*WORK TO BE COMPLETED*
Your response should consist of the lines below, printed exactly.

*DATA SHOWN*

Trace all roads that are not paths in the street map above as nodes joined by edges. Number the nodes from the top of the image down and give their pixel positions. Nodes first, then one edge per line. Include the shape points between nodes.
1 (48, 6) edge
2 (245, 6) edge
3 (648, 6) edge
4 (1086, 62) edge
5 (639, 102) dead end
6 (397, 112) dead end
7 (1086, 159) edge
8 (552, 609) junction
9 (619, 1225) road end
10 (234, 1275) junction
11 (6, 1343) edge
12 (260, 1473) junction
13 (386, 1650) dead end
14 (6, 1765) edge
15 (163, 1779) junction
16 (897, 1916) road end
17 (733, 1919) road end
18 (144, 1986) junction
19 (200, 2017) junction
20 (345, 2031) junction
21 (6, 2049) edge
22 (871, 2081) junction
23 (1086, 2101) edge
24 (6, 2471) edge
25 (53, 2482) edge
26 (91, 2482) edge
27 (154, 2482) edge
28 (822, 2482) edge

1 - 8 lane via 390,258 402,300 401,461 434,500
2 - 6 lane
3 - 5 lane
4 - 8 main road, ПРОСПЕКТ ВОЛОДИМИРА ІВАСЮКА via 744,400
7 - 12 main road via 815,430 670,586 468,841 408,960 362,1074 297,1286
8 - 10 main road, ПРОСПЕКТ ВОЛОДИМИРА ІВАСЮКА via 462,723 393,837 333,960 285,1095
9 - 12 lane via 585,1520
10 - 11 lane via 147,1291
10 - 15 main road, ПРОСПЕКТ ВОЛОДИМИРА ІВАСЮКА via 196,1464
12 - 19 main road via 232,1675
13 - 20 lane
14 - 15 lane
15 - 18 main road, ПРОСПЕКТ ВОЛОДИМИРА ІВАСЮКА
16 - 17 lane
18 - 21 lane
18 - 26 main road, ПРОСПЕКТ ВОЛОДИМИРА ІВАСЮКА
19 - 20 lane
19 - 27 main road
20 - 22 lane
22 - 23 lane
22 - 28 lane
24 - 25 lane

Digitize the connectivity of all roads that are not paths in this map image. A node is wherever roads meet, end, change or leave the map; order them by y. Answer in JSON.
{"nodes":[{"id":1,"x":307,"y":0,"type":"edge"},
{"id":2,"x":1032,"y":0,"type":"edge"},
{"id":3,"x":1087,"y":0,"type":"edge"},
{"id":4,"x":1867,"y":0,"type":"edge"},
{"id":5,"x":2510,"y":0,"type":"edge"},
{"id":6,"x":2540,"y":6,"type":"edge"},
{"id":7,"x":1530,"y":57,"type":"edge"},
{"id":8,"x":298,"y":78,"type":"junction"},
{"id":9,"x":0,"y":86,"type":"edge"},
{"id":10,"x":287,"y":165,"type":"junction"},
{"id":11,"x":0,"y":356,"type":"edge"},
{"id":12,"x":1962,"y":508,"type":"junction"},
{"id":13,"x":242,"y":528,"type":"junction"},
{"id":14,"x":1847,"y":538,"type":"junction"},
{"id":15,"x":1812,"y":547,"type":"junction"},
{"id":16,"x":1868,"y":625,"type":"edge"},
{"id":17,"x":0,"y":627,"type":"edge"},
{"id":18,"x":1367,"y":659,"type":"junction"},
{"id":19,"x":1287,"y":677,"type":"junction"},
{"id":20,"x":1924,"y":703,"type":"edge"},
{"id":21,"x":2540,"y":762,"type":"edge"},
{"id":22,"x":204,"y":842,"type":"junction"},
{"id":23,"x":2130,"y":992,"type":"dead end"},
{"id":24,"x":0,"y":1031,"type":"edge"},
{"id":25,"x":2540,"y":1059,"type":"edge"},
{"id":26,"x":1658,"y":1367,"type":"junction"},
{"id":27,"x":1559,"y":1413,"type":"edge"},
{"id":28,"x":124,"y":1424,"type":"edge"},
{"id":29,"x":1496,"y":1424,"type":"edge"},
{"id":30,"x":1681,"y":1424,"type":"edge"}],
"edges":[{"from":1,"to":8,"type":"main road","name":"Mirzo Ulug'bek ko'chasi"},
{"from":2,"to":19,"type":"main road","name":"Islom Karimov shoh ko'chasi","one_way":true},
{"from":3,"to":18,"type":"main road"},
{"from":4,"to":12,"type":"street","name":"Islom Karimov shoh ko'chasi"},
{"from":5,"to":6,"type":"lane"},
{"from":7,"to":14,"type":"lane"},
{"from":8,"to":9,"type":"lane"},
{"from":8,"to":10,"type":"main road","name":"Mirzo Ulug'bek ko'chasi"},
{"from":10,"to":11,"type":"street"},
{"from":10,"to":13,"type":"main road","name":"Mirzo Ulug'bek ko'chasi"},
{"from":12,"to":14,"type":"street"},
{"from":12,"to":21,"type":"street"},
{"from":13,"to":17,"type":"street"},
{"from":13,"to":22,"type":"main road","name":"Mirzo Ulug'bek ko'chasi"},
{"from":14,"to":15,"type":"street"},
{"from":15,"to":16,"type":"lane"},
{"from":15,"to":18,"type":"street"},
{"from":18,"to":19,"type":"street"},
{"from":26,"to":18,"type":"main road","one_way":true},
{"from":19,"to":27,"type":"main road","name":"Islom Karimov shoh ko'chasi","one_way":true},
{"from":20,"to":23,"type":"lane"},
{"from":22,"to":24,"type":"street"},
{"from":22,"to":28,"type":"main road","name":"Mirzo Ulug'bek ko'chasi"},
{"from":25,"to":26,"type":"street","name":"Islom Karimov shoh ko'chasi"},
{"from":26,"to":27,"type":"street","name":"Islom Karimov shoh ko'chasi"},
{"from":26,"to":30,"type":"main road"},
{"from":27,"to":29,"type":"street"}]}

*SOLVED PROBLEM*
Trace all roads that are not paths in the street map above as nodes joined by edges. Number the nodes from the top of the image down and give their pixel positions. Nodes first, then one edge per line. Include the shape points between nodes.
1 (48, 6) edge
2 (245, 6) edge
3 (648, 6) edge
4 (1086, 62) edge
5 (639, 102) dead end
6 (397, 112) dead end
7 (1086, 159) edge
8 (552, 609) junction
9 (619, 1225) road end
10 (234, 1275) junction
11 (6, 1343) edge
12 (260, 1473) junction
13 (386, 1650) dead end
14 (6, 1765) edge
15 (163, 1779) junction
16 (897, 1916) road end
17 (733, 1919) road end
18 (144, 1986) junction
19 (200, 2017) junction
20 (345, 2031) junction
21 (6, 2049) edge
22 (871, 2081) junction
23 (1086, 2101) edge
24 (6, 2471) edge
25 (53, 2482) edge
26 (91, 2482) edge
27 (154, 2482) edge
28 (822, 2482) edge

1 - 8 lane via 390,258 402,300 401,461 434,500
2 - 6 lane
3 - 5 lane
4 - 8 main road, ПРОСПЕКТ ВОЛОДИМИРА ІВАСЮКА via 744,400
7 - 12 main road via 815,430 670,586 468,841 408,960 362,1074 297,1286
8 - 10 main road, ПРОСПЕКТ ВОЛОДИМИРА ІВАСЮКА via 462,723 393,837 333,960 285,1095
9 - 12 lane via 585,1520
10 - 11 lane via 147,1291
10 - 15 main road, ПРОСПЕКТ ВОЛОДИМИРА ІВАСЮКА via 196,1464
12 - 19 main road via 232,1675
13 - 20 lane
14 - 15 lane
15 - 18 main road, ПРОСПЕКТ ВОЛОДИМИРА ІВАСЮКА
16 - 17 lane
18 - 21 lane
18 - 26 main road, ПРОСПЕКТ ВОЛОДИМИРА ІВАСЮКА
19 - 20 lane
19 - 27 main road
20 - 22 lane
22 - 23 lane
22 - 28 lane
24 - 25 lane

Digitize the connectivity of all roads that are not paths in this map image. A node is wherever roads meet, end, change or leave the map; order them by y. Answer in JSON.
{"nodes":[{"id":1,"x":307,"y":0,"type":"edge"},
{"id":2,"x":1032,"y":0,"type":"edge"},
{"id":3,"x":1087,"y":0,"type":"edge"},
{"id":4,"x":1867,"y":0,"type":"edge"},
{"id":5,"x":2510,"y":0,"type":"edge"},
{"id":6,"x":2540,"y":6,"type":"edge"},
{"id":7,"x":1530,"y":57,"type":"edge"},
{"id":8,"x":298,"y":78,"type":"junction"},
{"id":9,"x":0,"y":86,"type":"edge"},
{"id":10,"x":287,"y":165,"type":"junction"},
{"id":11,"x":0,"y":356,"type":"edge"},
{"id":12,"x":1962,"y":508,"type":"junction"},
{"id":13,"x":242,"y":528,"type":"junction"},
{"id":14,"x":1847,"y":538,"type":"junction"},
{"id":15,"x":1812,"y":547,"type":"junction"},
{"id":16,"x":1868,"y":625,"type":"edge"},
{"id":17,"x":0,"y":627,"type":"edge"},
{"id":18,"x":1367,"y":659,"type":"junction"},
{"id":19,"x":1287,"y":677,"type":"junction"},
{"id":20,"x":1924,"y":703,"type":"edge"},
{"id":21,"x":2540,"y":762,"type":"edge"},
{"id":22,"x":204,"y":842,"type":"junction"},
{"id":23,"x":2130,"y":992,"type":"dead end"},
{"id":24,"x":0,"y":1031,"type":"edge"},
{"id":25,"x":2540,"y":1059,"type":"edge"},
{"id":26,"x":1658,"y":1367,"type":"junction"},
{"id":27,"x":1559,"y":1413,"type":"edge"},
{"id":28,"x":124,"y":1424,"type":"edge"},
{"id":29,"x":1496,"y":1424,"type":"edge"},
{"id":30,"x":1681,"y":1424,"type":"edge"}],
"edges":[{"from":1,"to":8,"type":"main road","name":"Mirzo Ulug'bek ko'chasi"},
{"from":2,"to":19,"type":"main road","name":"Islom Karimov shoh ko'chasi","one_way":true},
{"from":3,"to":18,"type":"main road"},
{"from":4,"to":12,"type":"street","name":"Islom Karimov shoh ko'chasi"},
{"from":5,"to":6,"type":"lane"},
{"from":7,"to":14,"type":"lane"},
{"from":8,"to":9,"type":"lane"},
{"from":8,"to":10,"type":"main road","name":"Mirzo Ulug'bek ko'chasi"},
{"from":10,"to":11,"type":"street"},
{"from":10,"to":13,"type":"main road","name":"Mirzo Ulug'bek ko'chasi"},
{"from":12,"to":14,"type":"street"},
{"from":12,"to":21,"type":"street"},
{"from":13,"to":17,"type":"street"},
{"from":13,"to":22,"type":"main road","name":"Mirzo Ulug'bek ko'chasi"},
{"from":14,"to":15,"type":"street"},
{"from":15,"to":16,"type":"lane"},
{"from":15,"to":18,"type":"street"},
{"from":18,"to":19,"type":"street"},
{"from":26,"to":18,"type":"main road","one_way":true},
{"from":19,"to":27,"type":"main road","name":"Islom Karimov shoh ko'chasi","one_way":true},
{"from":20,"to":23,"type":"lane"},
{"from":22,"to":24,"type":"street"},
{"from":22,"to":28,"type":"main road","name":"Mirzo Ulug'bek ko'chasi"},
{"from":25,"to":26,"type":"street","name":"Islom Karimov shoh ko'chasi"},
{"from":26,"to":27,"type":"street","name":"Islom Karimov shoh ko'chasi"},
{"from":26,"to":30,"type":"main road"},
{"from":27,"to":29,"type":"street"}]}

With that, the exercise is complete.